EXERCISE DIRECTIONS =
Reply with one number, the count of lines below that contain the string "Tacacoma".

= = = = =

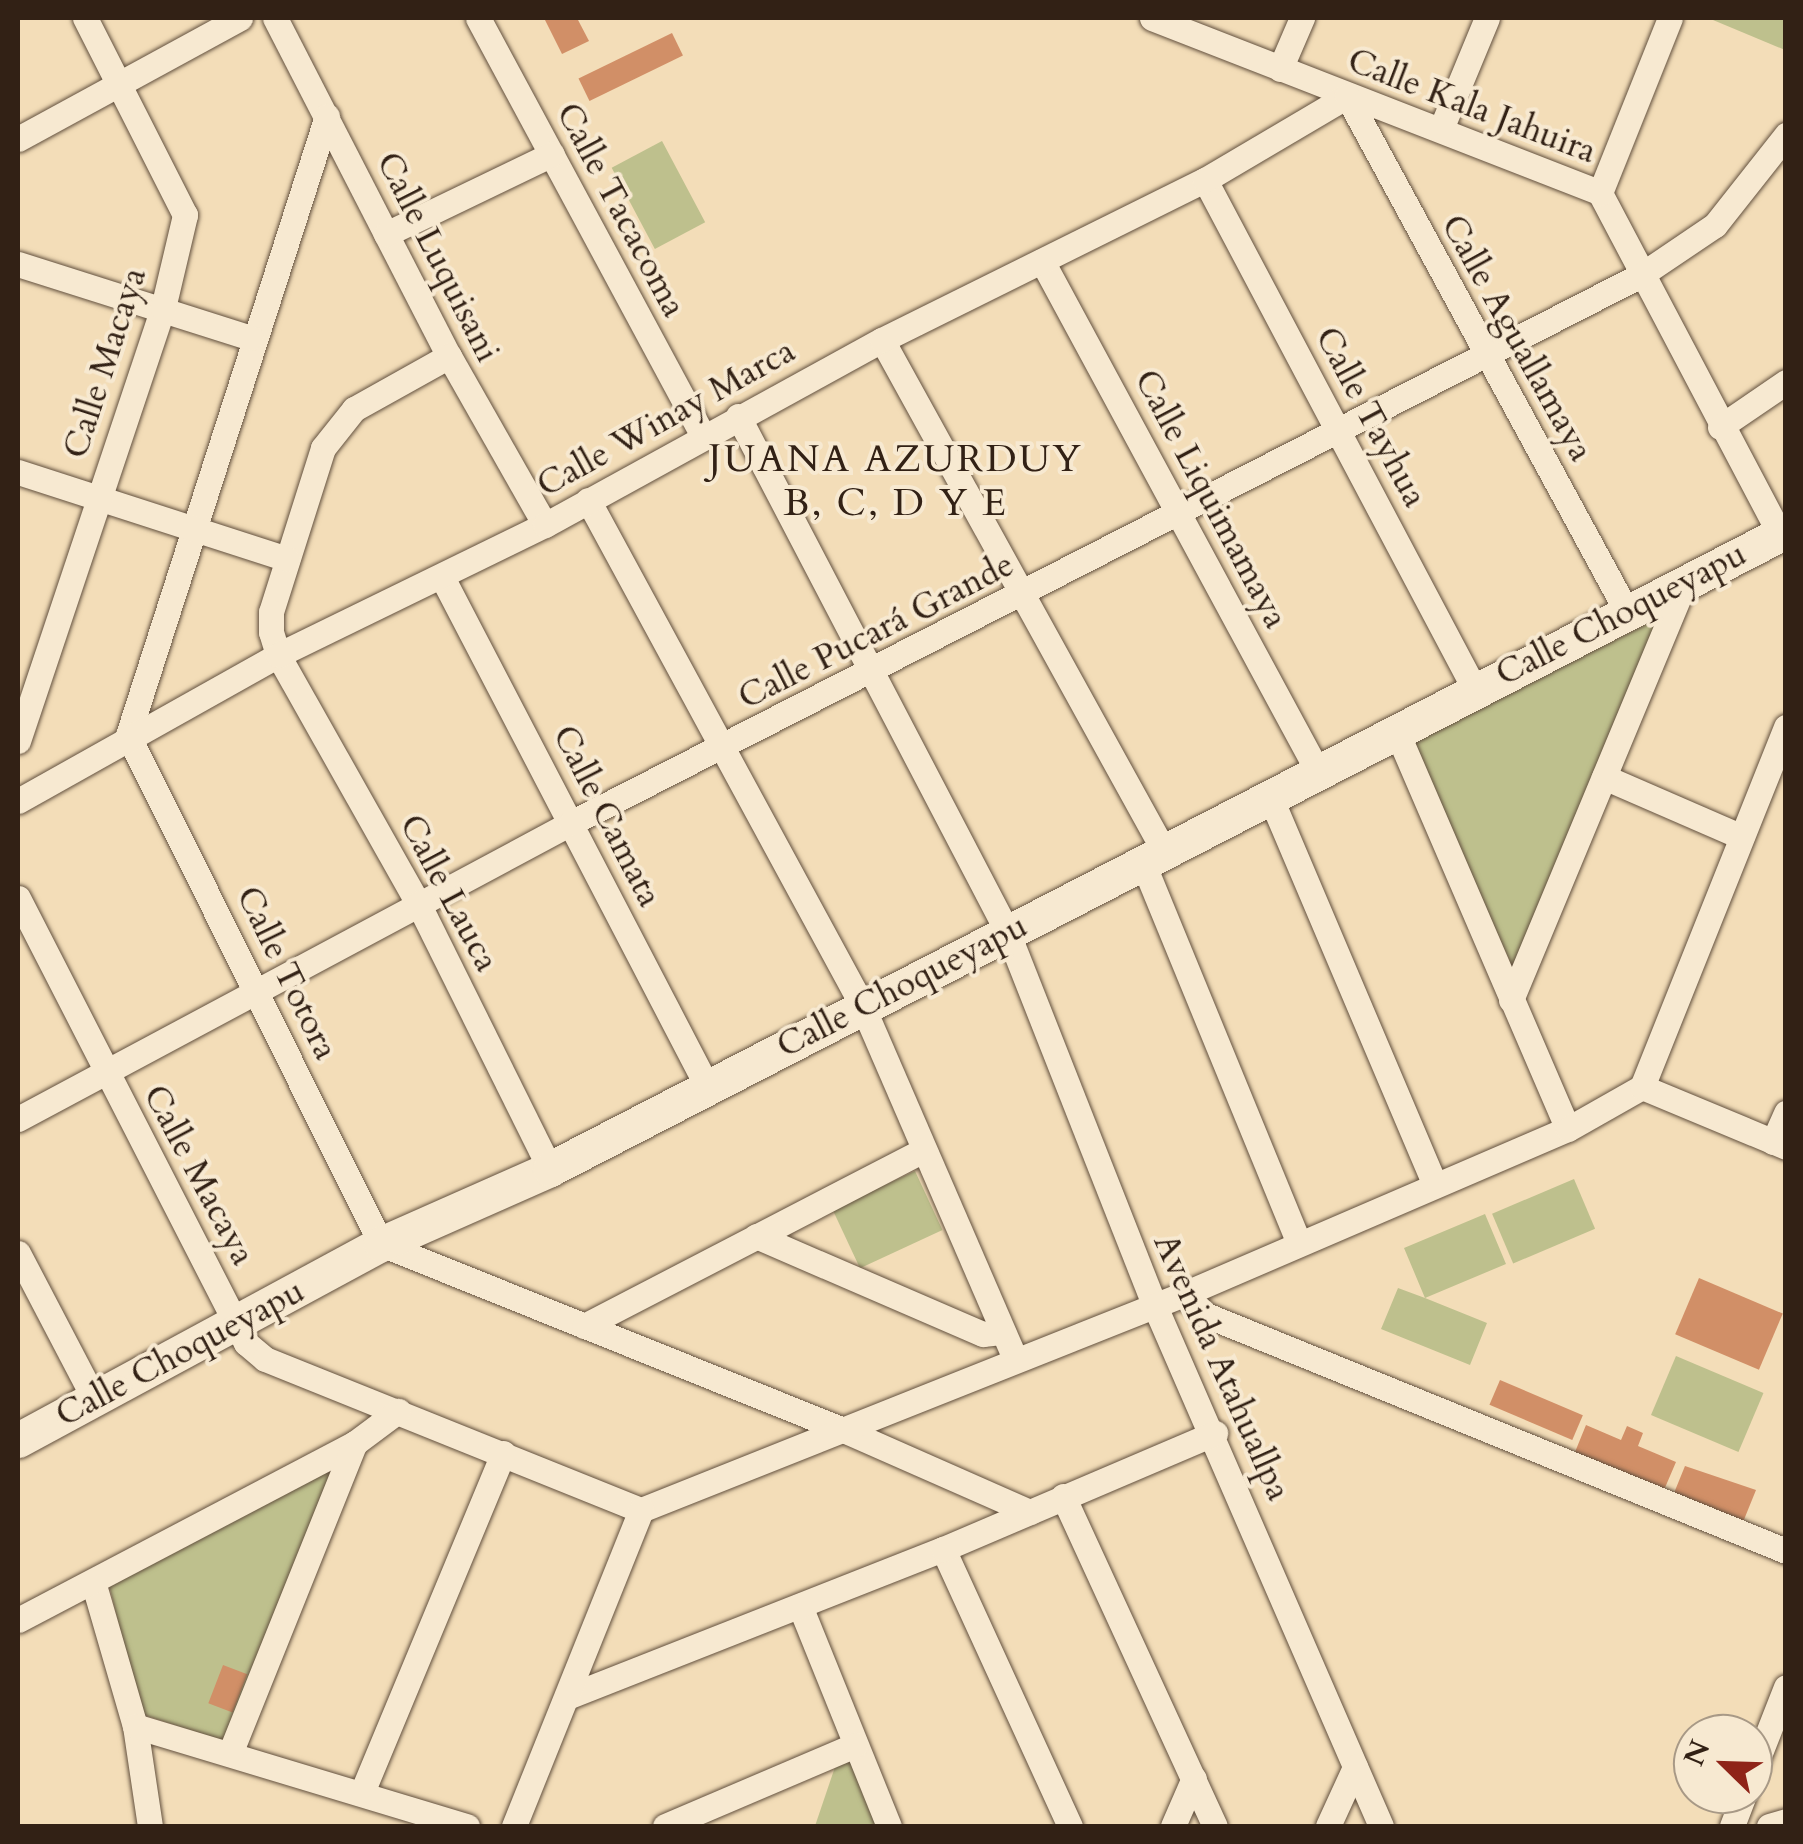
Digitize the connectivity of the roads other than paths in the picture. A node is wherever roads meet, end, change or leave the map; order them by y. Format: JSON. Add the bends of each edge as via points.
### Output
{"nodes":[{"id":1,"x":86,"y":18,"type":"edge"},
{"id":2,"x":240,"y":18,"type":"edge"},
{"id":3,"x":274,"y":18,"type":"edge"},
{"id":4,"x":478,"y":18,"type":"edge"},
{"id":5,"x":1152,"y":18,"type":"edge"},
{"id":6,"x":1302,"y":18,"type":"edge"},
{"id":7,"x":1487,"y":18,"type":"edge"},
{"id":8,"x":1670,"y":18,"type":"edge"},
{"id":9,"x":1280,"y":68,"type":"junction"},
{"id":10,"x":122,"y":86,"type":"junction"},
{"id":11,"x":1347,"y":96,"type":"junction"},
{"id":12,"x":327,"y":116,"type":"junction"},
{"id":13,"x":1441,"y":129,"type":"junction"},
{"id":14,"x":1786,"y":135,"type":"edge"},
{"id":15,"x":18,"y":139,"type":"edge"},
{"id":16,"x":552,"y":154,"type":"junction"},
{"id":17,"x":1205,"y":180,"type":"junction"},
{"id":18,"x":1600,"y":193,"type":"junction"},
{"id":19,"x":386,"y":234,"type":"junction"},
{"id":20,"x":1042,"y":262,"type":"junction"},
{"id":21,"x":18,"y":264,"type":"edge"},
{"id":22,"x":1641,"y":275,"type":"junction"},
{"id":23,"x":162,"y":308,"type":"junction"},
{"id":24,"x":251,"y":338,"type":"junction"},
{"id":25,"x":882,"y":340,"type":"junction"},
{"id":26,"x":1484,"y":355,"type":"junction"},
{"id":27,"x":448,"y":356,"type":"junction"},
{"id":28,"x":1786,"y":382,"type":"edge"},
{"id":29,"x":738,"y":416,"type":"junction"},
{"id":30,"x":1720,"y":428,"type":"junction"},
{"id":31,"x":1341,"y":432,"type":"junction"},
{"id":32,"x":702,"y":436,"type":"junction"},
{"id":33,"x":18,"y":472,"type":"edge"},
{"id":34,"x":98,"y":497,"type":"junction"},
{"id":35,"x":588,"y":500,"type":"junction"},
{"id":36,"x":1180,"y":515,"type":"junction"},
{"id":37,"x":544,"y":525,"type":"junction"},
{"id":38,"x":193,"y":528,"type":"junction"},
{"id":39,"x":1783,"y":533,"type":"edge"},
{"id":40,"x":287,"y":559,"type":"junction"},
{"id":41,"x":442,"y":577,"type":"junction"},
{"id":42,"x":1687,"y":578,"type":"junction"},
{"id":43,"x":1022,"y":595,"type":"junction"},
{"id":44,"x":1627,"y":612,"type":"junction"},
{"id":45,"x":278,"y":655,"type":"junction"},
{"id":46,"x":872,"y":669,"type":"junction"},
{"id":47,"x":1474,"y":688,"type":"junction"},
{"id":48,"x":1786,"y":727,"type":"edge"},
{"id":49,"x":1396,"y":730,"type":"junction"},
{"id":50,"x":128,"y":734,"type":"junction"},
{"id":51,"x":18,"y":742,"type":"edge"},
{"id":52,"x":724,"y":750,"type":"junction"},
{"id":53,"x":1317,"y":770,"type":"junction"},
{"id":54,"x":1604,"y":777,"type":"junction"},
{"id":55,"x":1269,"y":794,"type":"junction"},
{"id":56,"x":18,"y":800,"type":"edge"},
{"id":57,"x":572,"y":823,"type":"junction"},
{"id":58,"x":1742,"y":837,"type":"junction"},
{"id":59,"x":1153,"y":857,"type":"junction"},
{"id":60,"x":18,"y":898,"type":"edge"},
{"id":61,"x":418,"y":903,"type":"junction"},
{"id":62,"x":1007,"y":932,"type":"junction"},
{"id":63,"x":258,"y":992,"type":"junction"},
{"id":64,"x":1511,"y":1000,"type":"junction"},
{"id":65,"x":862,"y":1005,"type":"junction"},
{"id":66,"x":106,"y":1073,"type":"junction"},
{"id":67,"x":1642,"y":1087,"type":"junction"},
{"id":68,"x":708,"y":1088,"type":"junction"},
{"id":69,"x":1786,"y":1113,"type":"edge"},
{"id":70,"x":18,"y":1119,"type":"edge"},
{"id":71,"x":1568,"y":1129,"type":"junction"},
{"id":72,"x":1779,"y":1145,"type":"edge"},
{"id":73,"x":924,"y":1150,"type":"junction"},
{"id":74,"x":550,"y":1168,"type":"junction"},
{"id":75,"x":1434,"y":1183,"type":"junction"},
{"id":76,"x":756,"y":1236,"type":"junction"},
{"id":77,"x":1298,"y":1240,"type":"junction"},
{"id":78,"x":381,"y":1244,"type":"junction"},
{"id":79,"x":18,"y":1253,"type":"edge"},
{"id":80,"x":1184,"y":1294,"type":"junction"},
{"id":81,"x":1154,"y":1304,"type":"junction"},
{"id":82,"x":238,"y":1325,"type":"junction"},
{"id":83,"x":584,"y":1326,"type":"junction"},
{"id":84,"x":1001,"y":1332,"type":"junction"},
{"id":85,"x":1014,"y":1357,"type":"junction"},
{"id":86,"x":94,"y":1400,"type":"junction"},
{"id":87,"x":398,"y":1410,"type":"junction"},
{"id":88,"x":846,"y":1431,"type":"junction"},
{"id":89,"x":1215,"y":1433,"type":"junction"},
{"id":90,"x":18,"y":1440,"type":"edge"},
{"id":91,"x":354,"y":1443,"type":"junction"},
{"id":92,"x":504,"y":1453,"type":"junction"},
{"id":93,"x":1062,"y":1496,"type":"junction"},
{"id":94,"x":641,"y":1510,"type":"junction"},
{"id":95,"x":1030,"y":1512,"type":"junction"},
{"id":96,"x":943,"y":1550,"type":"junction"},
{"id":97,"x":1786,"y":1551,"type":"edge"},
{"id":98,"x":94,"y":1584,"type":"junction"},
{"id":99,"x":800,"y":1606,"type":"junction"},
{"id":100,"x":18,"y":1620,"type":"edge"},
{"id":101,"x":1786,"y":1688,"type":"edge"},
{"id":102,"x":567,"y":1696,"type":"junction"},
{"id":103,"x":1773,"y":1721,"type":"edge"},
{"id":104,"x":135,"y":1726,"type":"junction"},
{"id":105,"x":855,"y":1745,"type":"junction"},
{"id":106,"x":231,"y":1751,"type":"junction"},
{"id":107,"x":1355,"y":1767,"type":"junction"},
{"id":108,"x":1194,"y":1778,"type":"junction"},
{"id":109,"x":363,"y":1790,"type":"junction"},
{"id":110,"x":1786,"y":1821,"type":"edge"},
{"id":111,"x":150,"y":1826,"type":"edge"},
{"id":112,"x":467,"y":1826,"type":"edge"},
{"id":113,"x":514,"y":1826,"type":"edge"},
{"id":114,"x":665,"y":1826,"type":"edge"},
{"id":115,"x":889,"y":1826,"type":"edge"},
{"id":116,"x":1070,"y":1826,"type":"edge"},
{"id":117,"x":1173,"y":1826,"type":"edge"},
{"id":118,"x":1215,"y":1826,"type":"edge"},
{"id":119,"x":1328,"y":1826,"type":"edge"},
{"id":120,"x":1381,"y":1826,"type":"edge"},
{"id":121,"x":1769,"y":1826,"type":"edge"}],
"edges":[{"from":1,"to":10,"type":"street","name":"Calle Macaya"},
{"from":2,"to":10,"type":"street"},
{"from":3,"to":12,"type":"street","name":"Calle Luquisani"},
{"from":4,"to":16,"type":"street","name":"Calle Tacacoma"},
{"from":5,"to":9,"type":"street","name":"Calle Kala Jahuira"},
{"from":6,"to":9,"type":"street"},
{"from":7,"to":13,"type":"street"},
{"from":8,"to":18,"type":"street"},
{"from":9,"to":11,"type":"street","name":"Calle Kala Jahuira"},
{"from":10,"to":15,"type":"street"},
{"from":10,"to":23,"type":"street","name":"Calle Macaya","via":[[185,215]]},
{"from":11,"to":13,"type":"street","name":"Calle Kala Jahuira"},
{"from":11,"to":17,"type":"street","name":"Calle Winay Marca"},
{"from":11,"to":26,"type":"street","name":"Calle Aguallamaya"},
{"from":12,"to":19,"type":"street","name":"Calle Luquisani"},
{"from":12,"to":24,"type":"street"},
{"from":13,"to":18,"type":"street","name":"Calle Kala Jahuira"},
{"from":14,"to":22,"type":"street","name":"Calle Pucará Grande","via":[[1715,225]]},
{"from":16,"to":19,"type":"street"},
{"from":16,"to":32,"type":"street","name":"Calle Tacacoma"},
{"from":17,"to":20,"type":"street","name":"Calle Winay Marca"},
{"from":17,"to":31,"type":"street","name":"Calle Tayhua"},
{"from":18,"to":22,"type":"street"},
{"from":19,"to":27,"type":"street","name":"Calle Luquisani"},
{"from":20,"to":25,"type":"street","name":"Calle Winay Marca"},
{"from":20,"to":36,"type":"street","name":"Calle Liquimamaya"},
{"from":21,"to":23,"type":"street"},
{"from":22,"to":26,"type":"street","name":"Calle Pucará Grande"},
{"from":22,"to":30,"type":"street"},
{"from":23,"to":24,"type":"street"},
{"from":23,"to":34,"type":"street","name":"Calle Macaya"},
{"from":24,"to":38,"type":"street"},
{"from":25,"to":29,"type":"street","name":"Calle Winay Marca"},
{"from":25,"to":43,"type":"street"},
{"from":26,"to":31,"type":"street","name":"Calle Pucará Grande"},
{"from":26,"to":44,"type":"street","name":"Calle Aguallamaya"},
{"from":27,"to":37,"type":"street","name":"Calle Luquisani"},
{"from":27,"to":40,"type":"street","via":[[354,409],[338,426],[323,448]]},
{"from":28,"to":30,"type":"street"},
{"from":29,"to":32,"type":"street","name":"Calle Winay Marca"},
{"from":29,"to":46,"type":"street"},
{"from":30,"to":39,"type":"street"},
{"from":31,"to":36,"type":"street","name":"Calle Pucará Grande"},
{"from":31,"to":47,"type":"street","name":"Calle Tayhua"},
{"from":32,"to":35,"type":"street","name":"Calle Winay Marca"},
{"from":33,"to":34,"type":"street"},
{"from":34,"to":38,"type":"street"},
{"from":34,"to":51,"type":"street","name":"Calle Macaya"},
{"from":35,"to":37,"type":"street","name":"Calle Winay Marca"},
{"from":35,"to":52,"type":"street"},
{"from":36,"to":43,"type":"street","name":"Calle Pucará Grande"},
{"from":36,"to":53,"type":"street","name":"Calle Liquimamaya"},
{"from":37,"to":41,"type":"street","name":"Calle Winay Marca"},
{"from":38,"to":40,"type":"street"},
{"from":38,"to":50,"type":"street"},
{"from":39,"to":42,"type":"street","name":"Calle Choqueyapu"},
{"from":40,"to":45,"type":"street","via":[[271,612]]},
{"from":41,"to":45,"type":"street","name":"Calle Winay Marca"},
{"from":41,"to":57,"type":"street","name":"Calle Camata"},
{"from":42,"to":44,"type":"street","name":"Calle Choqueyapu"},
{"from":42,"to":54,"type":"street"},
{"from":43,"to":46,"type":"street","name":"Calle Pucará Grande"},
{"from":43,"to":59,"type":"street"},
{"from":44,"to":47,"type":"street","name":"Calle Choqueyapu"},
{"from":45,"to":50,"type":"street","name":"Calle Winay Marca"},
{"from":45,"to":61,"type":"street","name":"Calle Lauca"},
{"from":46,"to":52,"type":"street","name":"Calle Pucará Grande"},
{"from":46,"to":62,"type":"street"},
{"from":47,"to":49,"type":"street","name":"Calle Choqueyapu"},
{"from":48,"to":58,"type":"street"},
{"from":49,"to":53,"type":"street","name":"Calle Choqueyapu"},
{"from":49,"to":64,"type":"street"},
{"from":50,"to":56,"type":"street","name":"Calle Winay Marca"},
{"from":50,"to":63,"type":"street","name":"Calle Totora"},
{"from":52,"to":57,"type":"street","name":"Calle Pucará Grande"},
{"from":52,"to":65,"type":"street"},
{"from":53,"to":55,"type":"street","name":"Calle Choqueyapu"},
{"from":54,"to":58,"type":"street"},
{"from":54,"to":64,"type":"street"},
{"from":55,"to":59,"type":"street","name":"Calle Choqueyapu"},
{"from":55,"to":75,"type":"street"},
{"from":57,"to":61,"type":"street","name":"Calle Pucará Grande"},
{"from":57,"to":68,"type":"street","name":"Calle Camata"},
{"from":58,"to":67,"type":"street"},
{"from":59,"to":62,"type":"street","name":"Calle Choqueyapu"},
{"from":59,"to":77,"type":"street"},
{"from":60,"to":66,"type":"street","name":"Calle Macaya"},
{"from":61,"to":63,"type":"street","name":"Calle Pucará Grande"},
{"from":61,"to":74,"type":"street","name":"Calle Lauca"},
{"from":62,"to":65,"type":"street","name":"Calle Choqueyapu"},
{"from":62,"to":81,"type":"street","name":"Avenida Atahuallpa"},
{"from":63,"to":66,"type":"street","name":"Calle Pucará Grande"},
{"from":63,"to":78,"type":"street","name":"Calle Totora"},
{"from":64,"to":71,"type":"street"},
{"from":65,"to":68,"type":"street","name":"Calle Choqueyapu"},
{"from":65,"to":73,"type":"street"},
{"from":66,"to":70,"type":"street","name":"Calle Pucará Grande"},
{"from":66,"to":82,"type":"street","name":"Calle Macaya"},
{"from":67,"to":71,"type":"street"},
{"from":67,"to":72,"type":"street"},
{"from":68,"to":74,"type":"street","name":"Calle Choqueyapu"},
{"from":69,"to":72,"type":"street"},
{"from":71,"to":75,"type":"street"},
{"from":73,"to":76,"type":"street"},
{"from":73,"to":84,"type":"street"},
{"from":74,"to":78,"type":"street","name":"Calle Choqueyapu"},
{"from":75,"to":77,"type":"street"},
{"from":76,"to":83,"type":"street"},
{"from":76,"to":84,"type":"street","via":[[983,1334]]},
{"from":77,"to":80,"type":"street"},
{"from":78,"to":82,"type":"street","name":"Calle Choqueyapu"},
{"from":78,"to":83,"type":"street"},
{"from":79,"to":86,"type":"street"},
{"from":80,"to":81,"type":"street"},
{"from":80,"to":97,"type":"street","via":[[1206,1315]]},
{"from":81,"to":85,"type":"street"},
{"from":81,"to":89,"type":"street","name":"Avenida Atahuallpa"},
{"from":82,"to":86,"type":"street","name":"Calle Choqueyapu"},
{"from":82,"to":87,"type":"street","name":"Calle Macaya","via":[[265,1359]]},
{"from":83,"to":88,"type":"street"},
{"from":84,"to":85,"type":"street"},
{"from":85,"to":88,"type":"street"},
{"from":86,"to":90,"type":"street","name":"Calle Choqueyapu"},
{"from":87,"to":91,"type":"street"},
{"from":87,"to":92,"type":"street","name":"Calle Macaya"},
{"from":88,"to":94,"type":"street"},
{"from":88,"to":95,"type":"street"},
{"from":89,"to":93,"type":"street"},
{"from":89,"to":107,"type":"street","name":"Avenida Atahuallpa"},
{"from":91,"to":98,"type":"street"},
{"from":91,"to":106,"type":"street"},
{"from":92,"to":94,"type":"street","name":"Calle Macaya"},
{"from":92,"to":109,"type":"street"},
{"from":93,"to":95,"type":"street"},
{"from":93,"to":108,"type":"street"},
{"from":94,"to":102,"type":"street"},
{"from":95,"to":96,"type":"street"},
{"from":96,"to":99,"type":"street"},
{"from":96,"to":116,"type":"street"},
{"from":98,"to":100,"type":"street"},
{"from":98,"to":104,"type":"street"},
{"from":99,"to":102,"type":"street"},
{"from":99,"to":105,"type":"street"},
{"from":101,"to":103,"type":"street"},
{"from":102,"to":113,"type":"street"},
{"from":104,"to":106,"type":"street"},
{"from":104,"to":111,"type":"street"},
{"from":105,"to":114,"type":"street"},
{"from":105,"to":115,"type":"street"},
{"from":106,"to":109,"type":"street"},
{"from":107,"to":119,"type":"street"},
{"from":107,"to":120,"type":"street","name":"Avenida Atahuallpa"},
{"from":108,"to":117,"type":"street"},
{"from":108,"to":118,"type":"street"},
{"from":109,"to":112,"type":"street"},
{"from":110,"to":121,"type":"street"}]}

= = = = =

TASK RESPONSE =
2